The Office of Inspector General is required to evaluate whether substantiated maltreatment by an individual meets the statutory criteria to be determined as “recurring or serious.” Individuals determined to be responsible for recurring or serious maltreatment are disqualified from providing direct contact services.

Minnesota Statutes, section 245C.02, subdivision 16, states:

“Recurring maltreatment” means more than one incident of maltreatment for which there is a preponderance of evidence that maltreatment occurred and that the subject was responsible for the maltreatment.

Minnesota Statutes, section 245C.02, subdivision 18, states:

"Serious maltreatment" means sexual abuse, maltreatment resulting in death, neglect resulting in serious injury which reasonably requires the care of a physician whether or not the care of a physician was sought, or abuse resulting in serious injury. For purposes of this definition, "care of a physician" is treatment received or ordered by a physician, physician assistant, or nurse practitioner, but does not include diagnostic testing, assessment, or observation; the application of, recommendation to use, or prescription solely for a remedy that is available over the counter without a prescription; or a prescription solely for a topical antibiotic to treat burns when there is no follow-up appointment. For purposes of this definition, "abuse resulting in serious injury" means: bruises, bites, skin laceration, or tissue damage; fractures; dislocations; evidence of internal injuries; head injuries with loss of consciousness; extensive second-degree or third-degree burns and other burns for which complications are present; extensive second-degree or third-degree frostbite and other frostbite for which complications are present; irreversible mobility or avulsion of teeth; injuries to the eyes; ingestion of foreign substances and objects that are harmful; near drowning; and heat exhaustion or sunstroke. Serious maltreatment includes neglect when it results in criminal sexual conduct against a child or vulnerable adult.

It was determined that the substantiated neglect for which SP1, SP2, and SP3 were each responsible did not meet statutory criteria to be determined as recurring or serious as it was a single incident, and the AV did not sustain any injuries.

Pursuant to Minnesota Statutes, section 260E.35, subdivision 6, paragraph (c) all investigative data maintained in this report will be kept by the Department of Human Services for at least ten years after the date of the final entry in the report.

Action Taken by Facility:

The facility completed an Internal Review and found their policies and procedures adequate, but not followed by SP1, SP2, and SP3. All three staff person were retrained on the facility’s policies.
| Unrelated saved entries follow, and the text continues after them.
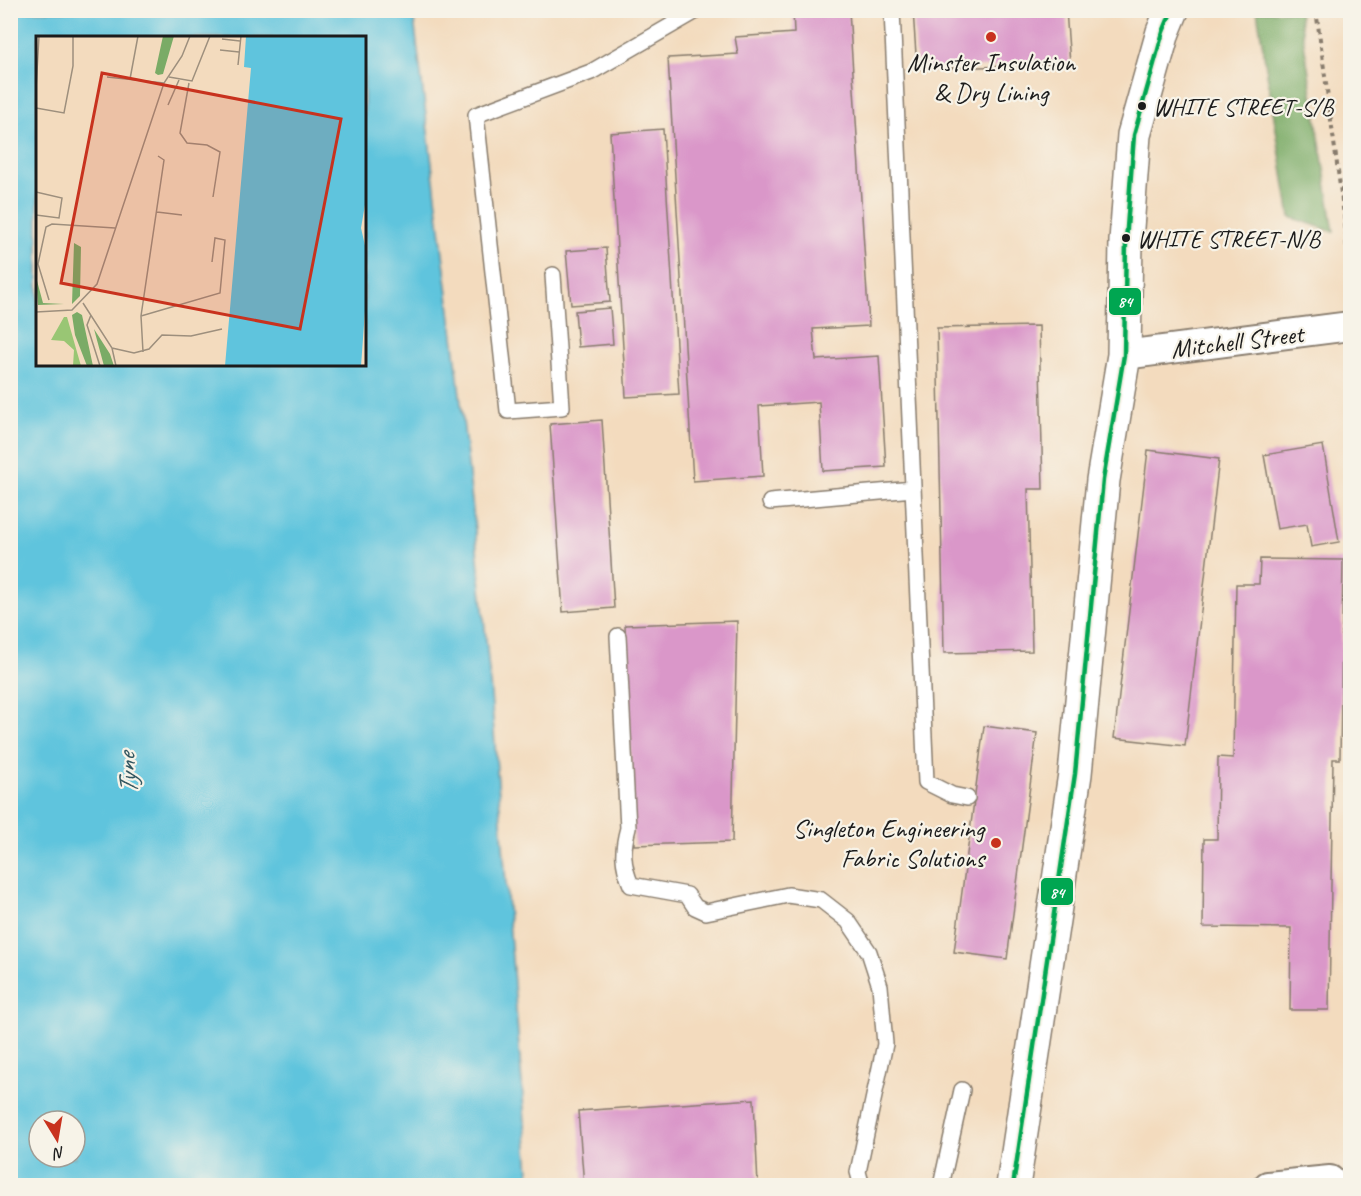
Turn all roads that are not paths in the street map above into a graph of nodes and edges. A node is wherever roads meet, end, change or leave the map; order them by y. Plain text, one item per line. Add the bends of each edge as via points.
1 (698, 10) edge
2 (892, 10) edge
3 (1172, 10) edge
4 (554, 275) dead end
5 (1350, 326) edge
6 (1124, 355) junction
7 (913, 489) junction
8 (770, 502) dead end
9 (618, 636) dead end
10 (968, 798) dead end
11 (962, 1090) dead end
12 (1330, 1180) dead end
13 (862, 1185) edge
14 (941, 1185) edge
15 (1014, 1185) edge
16 (1268, 1185) edge

1 - 4 lane via 591,72 476,115 508,411 562,407
2 - 7 lane
3 - 6 street via 1162,32 1134,135 1126,241
5 - 6 street, Mitchell Street
6 - 15 street via 1103,480 1075,774
7 - 8 lane
7 - 10 lane via 926,782
9 - 13 lane via 628,828 622,849 623,868 631,885 687,895 695,907 706,912 788,895 820,900 848,921 869,952 880,986 885,1044 858,1172
11 - 14 lane
12 - 16 street

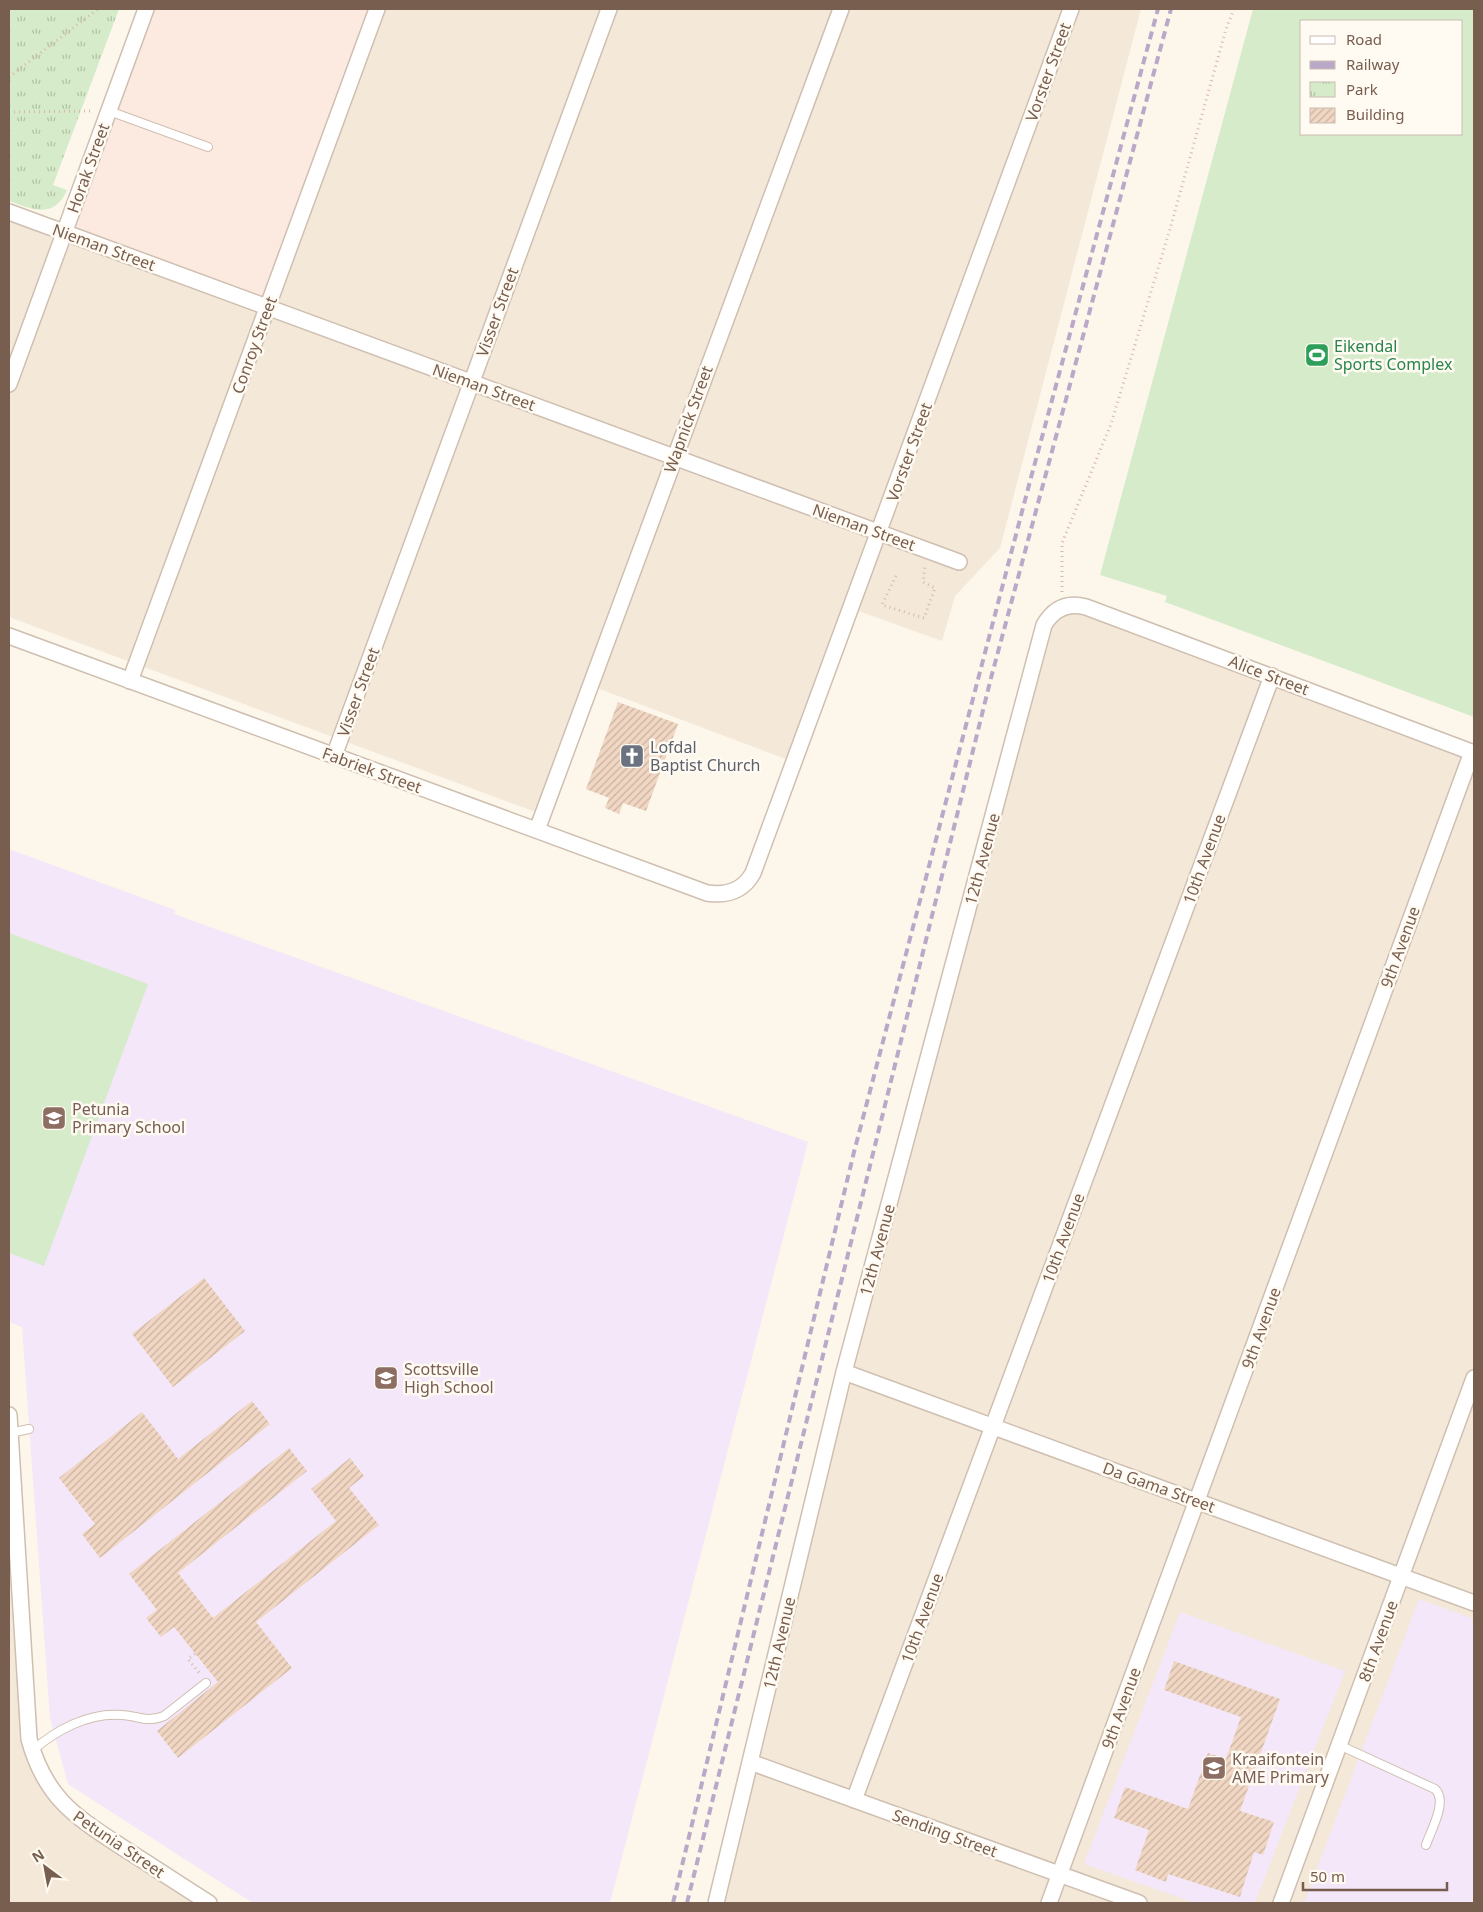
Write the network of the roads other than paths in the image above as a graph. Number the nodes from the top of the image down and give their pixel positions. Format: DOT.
graph roads {
  1 [pos="146,9"];
  2 [pos="377,9"];
  3 [pos="609,9"];
  4 [pos="840,9"];
  5 [pos="1071,9"];
  6 [pos="109,111"];
  7 [pos="208,147"];
  8 [pos="9,212"];
  9 [pos="64,232"];
  10 [pos="267,307"];
  11 [pos="472,383"];
  12 [pos="9,384"];
  13 [pos="674,457"];
  14 [pos="879,533"];
  15 [pos="959,562"];
  16 [pos="1062,607"];
  17 [pos="9,636"];
  18 [pos="1272,676"];
  19 [pos="130,681"];
  20 [pos="1473,752"];
  21 [pos="334,756"];
  22 [pos="537,830"];
  23 [pos="737,890"];
  24 [pos="844,1372"];
  25 [pos="1474,1378"];
  26 [pos="9,1416"];
  27 [pos="993,1426"];
  28 [pos="29,1429"];
  29 [pos="10,1432"];
  30 [pos="1197,1501"];
  31 [pos="1402,1576"];
  32 [pos="1474,1603"];
  33 [pos="206,1682"];
  34 [pos="1339,1745"];
  35 [pos="32,1751"];
  36 [pos="750,1762"];
  37 [pos="854,1800"];
  38 [pos="1426,1845"];
  39 [pos="1060,1874"];
  40 [pos="189,1898"];
  41 [pos="209,1903"];
  42 [pos="716,1903"];
  43 [pos="1049,1903"];
  44 [pos="1139,1903"];
  45 [pos="1281,1903"];
  1 -- 6 [label="street, Horak Street"];
  2 -- 10 [label="street, Conroy Street"];
  3 -- 11 [label="street, Visser Street"];
  4 -- 13 [label="street, Wapnick Street"];
  5 -- 14 [label="street, Vorster Street"];
  6 -- 7 [label="lane"];
  6 -- 9 [label="street, Horak Street"];
  8 -- 9 [label="street, Nieman Street"];
  9 -- 10 [label="street, Nieman Street"];
  9 -- 12 [label="street, Horak Street"];
  10 -- 11 [label="street, Nieman Street"];
  10 -- 19 [label="street, Conroy Street"];
  11 -- 13 [label="street, Nieman Street"];
  11 -- 21 [label="street, Visser Street"];
  13 -- 14 [label="street, Nieman Street"];
  13 -- 22 [label="street, Wapnick Street"];
  14 -- 15 [label="street, Nieman Street"];
  14 -- 23 [label="street, Vorster Street"];
  16 -- 18 [label="street, Alice Street"];
  16 -- 24 [label="street, 12th Avenue"];
  17 -- 19 [label="street, Fabriek Street"];
  18 -- 20 [label="street, Alice Street"];
  18 -- 27 [label="street, 10th Avenue"];
  19 -- 21 [label="street, Fabriek Street"];
  20 -- 30 [label="street, 9th Avenue"];
  21 -- 22 [label="street, Fabriek Street"];
  22 -- 23 [label="street, Fabriek Street"];
  24 -- 27 [label="street, Da Gama Street"];
  24 -- 36 [label="street, 12th Avenue"];
  25 -- 31 [label="street, 8th Avenue"];
  26 -- 29 [label="street, Petunia Street"];
  27 -- 30 [label="street, Da Gama Street"];
  27 -- 37 [label="street, 10th Avenue"];
  28 -- 29 [label="lane"];
  29 -- 35 [label="street, Petunia Street"];
  30 -- 31 [label="street, Da Gama Street"];
  30 -- 39 [label="street, 9th Avenue"];
  31 -- 32 [label="street, Da Gama Street"];
  31 -- 34 [label="street, 8th Avenue"];
  33 -- 35 [label="lane"];
  34 -- 38 [label="lane"];
  34 -- 45 [label="street, 8th Avenue"];
  35 -- 40 [label="street, Petunia Street"];
  36 -- 37 [label="street, Sending Street"];
  36 -- 42 [label="street, 12th Avenue"];
  37 -- 39 [label="street, Sending Street"];
  39 -- 43 [label="street, 9th Avenue"];
  39 -- 44 [label="street, Sending Street"];
  40 -- 41 [label="street, Petunia Street"];
}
Action Taken by Department of Human Services, Office of Inspector General:

SP1, SP2, and SP3 were not disqualified from providing direct care services as a result of the maltreatment determination in this report. However, SP1, SP2, and SP3 were each notified by the Office of Inspector General that any further substantiated act of maltreatment, whether or not the act meets the criteria for “serious,” will automatically meet the criteria for “recurring” and will result in disqualification. The determination that SP1, SP2, and SP3 were each responsible for maltreatment is subject to appeal.

On December 6, 2024, the facility was issued a Correction Order for the violation outlined in this report.

Certification:

The information collection procedures followed in this investigation were pursuant to Minnesota Statutes, section 260E.30, subdivision 6, paragraph (c). All individuals that are subjects of data in this investigation have the right to obtain private data on themselves which was collected, created, or maintained by the Department of Human Services.